● **TASK OBJECTIVE**
Omit the pictures and output exactly the lines from the start of the entries through the line containing "pinky tip: (134, 155)".

● **THE DATA**
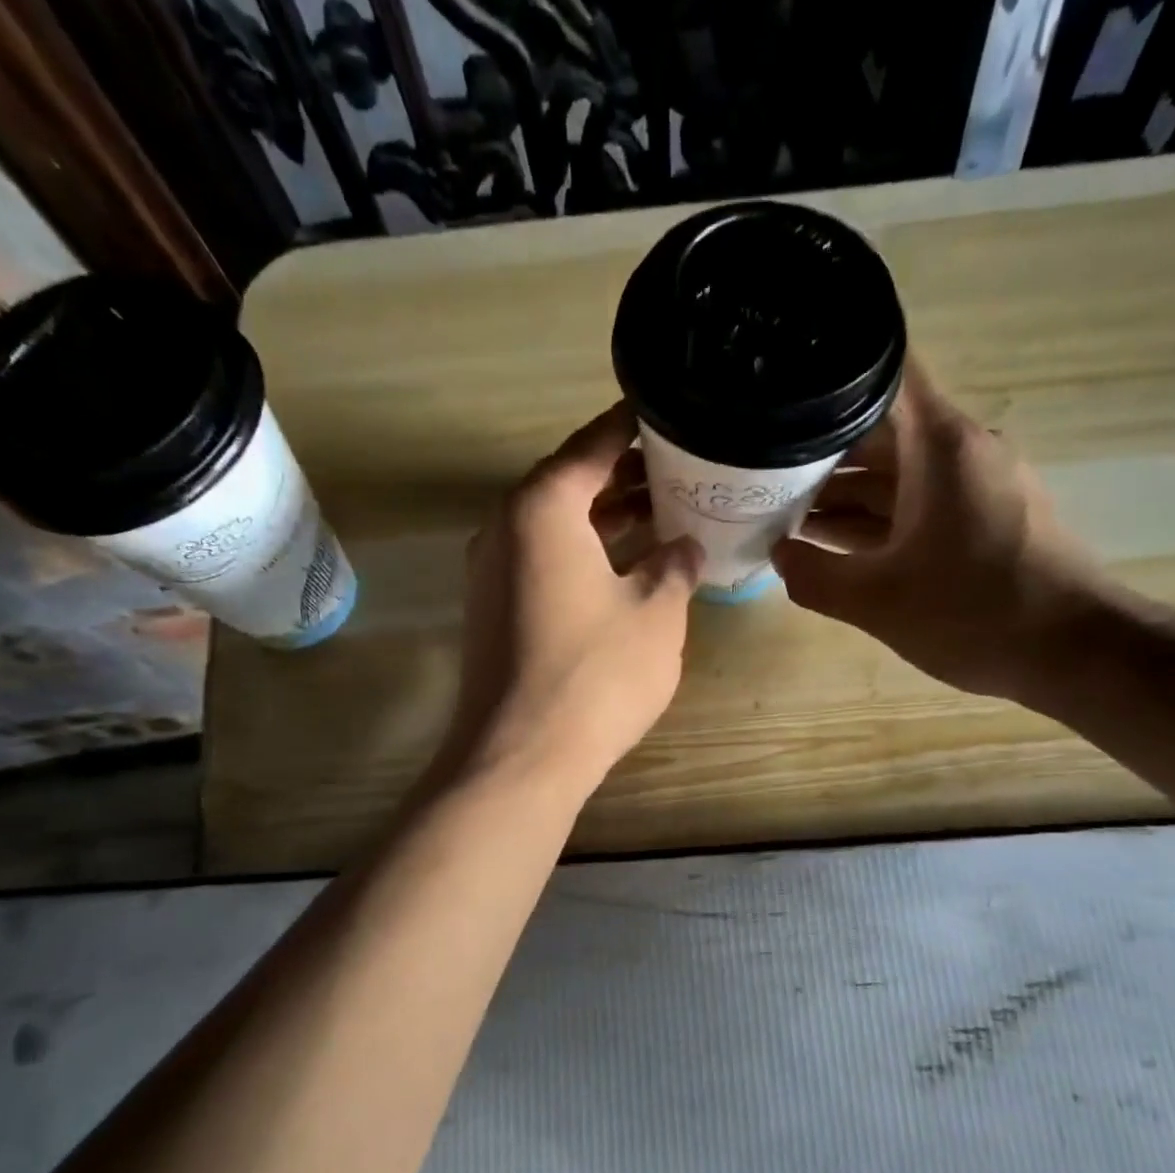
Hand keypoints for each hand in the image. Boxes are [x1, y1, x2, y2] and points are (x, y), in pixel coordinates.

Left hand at [441, 401, 703, 795]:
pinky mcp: (491, 611)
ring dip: (602, 520)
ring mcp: (491, 572)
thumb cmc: (596, 673)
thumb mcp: (656, 613)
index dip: (632, 428)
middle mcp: (504, 527)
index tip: (668, 415)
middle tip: (677, 471)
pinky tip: (622, 569)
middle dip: (622, 477)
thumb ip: (674, 566)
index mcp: (542, 507)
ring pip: (554, 527)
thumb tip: (683, 546)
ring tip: (659, 515)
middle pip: (568, 484)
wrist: (520, 756)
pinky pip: (541, 562)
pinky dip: (581, 555)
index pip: (592, 446)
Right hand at [771, 360, 1106, 703]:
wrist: (1073, 652)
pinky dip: (872, 519)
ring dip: (841, 492)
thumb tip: (777, 553)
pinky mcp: (979, 520)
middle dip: (817, 451)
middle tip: (756, 471)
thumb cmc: (974, 613)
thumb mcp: (876, 601)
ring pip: (894, 473)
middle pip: (878, 430)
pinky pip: (914, 505)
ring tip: (777, 511)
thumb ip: (813, 575)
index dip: (829, 373)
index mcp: (939, 445)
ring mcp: (972, 487)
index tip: (780, 387)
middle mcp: (958, 451)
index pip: (883, 373)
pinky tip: (827, 543)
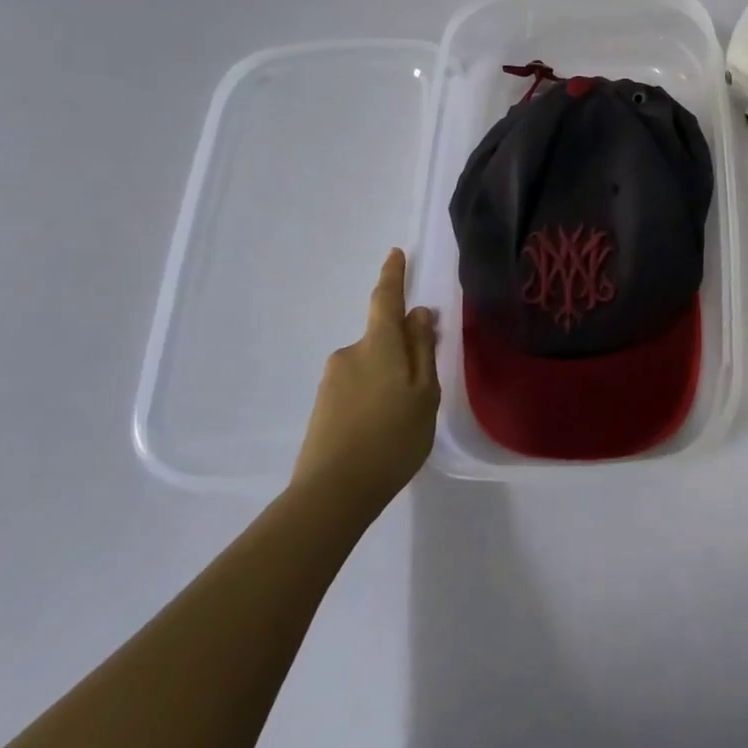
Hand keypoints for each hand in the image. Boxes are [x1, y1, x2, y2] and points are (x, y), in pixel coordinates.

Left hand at [292, 249, 440, 500]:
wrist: (331, 493)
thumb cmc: (392, 438)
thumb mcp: (424, 393)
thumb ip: (423, 350)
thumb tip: (419, 313)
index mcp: (379, 344)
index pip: (386, 299)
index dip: (393, 275)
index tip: (396, 253)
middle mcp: (350, 353)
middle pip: (382, 338)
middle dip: (401, 350)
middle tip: (421, 386)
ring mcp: (332, 380)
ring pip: (370, 366)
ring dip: (387, 379)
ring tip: (403, 419)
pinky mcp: (322, 406)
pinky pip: (356, 388)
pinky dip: (372, 398)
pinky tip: (381, 431)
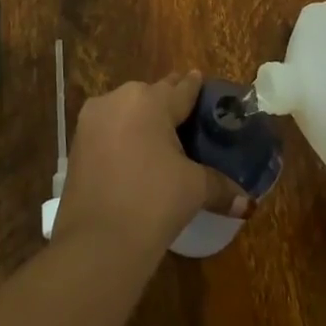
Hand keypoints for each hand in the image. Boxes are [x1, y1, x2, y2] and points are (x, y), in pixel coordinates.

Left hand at [52, 72, 248, 256]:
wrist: (97, 242)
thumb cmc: (153, 202)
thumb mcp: (193, 189)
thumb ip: (220, 186)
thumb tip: (248, 202)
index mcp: (150, 100)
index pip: (181, 88)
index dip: (195, 88)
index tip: (202, 82)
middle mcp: (119, 98)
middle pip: (151, 96)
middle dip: (168, 104)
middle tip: (186, 118)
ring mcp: (93, 119)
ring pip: (126, 110)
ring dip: (142, 120)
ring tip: (160, 139)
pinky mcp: (77, 142)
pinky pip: (108, 129)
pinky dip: (122, 137)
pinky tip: (134, 155)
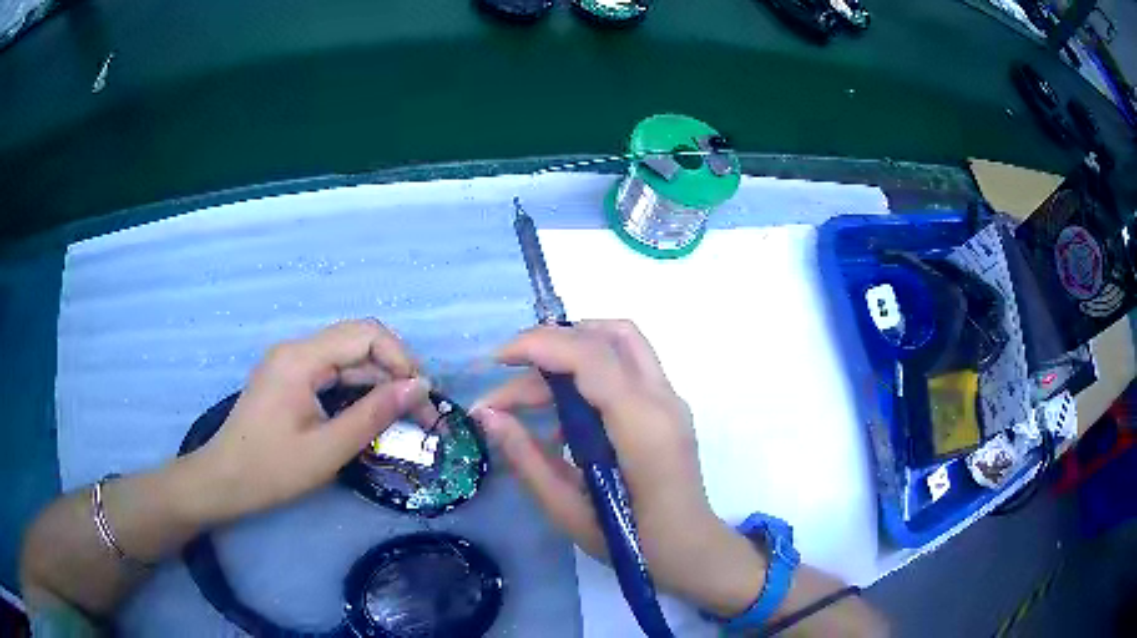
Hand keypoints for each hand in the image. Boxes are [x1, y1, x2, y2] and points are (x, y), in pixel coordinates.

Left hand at [188, 320, 430, 522]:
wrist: (223, 482)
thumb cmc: (272, 470)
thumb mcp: (328, 449)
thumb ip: (374, 414)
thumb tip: (420, 387)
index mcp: (301, 358)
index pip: (365, 334)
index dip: (402, 358)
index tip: (423, 397)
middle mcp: (296, 349)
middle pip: (358, 341)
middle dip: (395, 370)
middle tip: (421, 409)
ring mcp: (290, 362)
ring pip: (347, 358)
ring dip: (378, 381)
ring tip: (404, 415)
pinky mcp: (288, 378)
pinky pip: (332, 372)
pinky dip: (357, 389)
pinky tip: (371, 413)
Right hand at [472, 320, 766, 615]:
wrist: (691, 552)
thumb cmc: (632, 543)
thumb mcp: (568, 509)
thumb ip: (527, 458)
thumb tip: (488, 416)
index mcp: (641, 426)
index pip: (591, 356)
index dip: (540, 345)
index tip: (497, 360)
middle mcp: (662, 399)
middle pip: (608, 336)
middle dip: (550, 345)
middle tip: (507, 379)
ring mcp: (671, 399)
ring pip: (621, 343)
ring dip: (569, 354)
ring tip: (525, 401)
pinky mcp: (668, 407)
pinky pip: (626, 368)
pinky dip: (588, 374)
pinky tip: (560, 419)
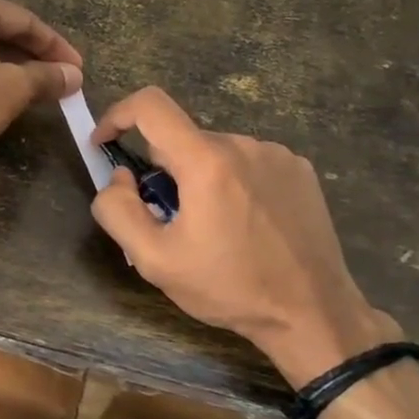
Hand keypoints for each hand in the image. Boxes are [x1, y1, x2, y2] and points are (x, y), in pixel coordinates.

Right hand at [91, 87, 401, 385]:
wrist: (313, 312)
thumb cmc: (229, 288)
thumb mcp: (155, 260)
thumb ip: (118, 210)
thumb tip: (119, 176)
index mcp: (207, 161)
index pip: (150, 105)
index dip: (117, 115)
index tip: (105, 144)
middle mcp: (243, 144)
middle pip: (182, 140)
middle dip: (165, 173)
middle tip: (171, 222)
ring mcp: (277, 154)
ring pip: (215, 153)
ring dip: (201, 179)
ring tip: (215, 230)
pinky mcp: (300, 169)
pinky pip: (249, 162)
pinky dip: (234, 183)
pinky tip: (248, 225)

● **OUTPUT FOR THIS TASK**
Hand keypoints for each hand in the image. Boxes are [x1, y1, x2, y2] and points are (x, y), in pixel coordinates.

Left hand at [441, 401, 703, 795]:
pinky mcp: (491, 611)
ring dip: (602, 520)
ring mcp: (491, 572)
thumb cmc: (596, 673)
thumb mcp: (656, 613)
index dip: (632, 428)
middle mcp: (504, 527)
index tip: (668, 415)
middle tip: (677, 471)
pinky tip: (622, 569)
middle dip: (622, 477)
thumb ip: (674, 566)
index mcp: (542, 507)
ring pip: (554, 527)
thumb tip: (683, 546)
ring tip: (659, 515)
middle pip: (568, 484)
wrist: (520, 756)
pinky pip: (541, 562)
pinky dip: (581, 555)
index pip: (592, 446)
Right hand at [771, 360, 1106, 703]:
wrist: (1073, 652)
pinky dip: (872, 519)
ring dip: (841, 492)
thumb tip: (777, 553)
pinky mcp: (979, 520)
middle dip: (817, 451)
middle tip: (756, 471)
thumb cmc: (974, 613)
thumb mcp: (876, 601)
ring pip: (894, 473)
middle pip: (878, 430)
pinky pip: (914, 505)
ring tip: (777, 511)
thumb ip: (813, 575)
index dip: (829, 373)
index mcp: (939, 445)
ring mcp: (972, 487)
index tip: (780, 387)
middle mcp: (958, 451)
index pip: (883, 373)
pinky tip: (827, 543)
Hand keypoints for each hand in the image. Boxes are [x1, y1, x2, y2] and points are (x, y), in pixel coordinates.

Left hand at [292, 249, 440, 500]:
wrist: (331, 493)
thumb cmc: (392, 438)
thumb mcp: (424, 393)
thumb ip: (423, 350)
thumb tip: (419, 313)
index mcp: (379, 344)
index pip: (386, 299)
index dip: (393, 275)
index tip: (396, 253)
middle mcp: (350, 353)
middle pip: (382, 338)
middle dip: (401, 350)
middle tip: (421, 386)
ring mcp: (332, 380)
ring pip: (370, 366)
ring dip: (387, 379)
ring tip: (403, 419)
pinky mcp: (322, 406)
pinky pip: (356, 388)
pinky dip: (372, 398)
pinky tip: (381, 431)
Hand keypoints for each hand in the image. Boxes are [x1, y1, x2, y2] and points are (x, y), in pixel coordinates.

Left hand at [52, 72, 248, 256]:
wrist: (97, 242)
thumb cmc: (153, 202)
thumb mcp: (193, 189)
thumb ip: (220, 186)
thumb tip: (248, 202)
index mcp: (150, 100)
index pip: (181, 88)
index dip: (195, 88)
index tip: (202, 82)
middle mcp: (119, 98)
middle pip: (151, 96)
middle dip: (168, 104)
middle tip: (186, 118)
ring mcp: (93, 119)
ring pip: (126, 110)
ring dip: (142, 120)
ring tip: (160, 139)
pinky mcp: (77, 142)
pinky pip: (108, 129)
pinky dip: (122, 137)
pinky tip: (134, 155)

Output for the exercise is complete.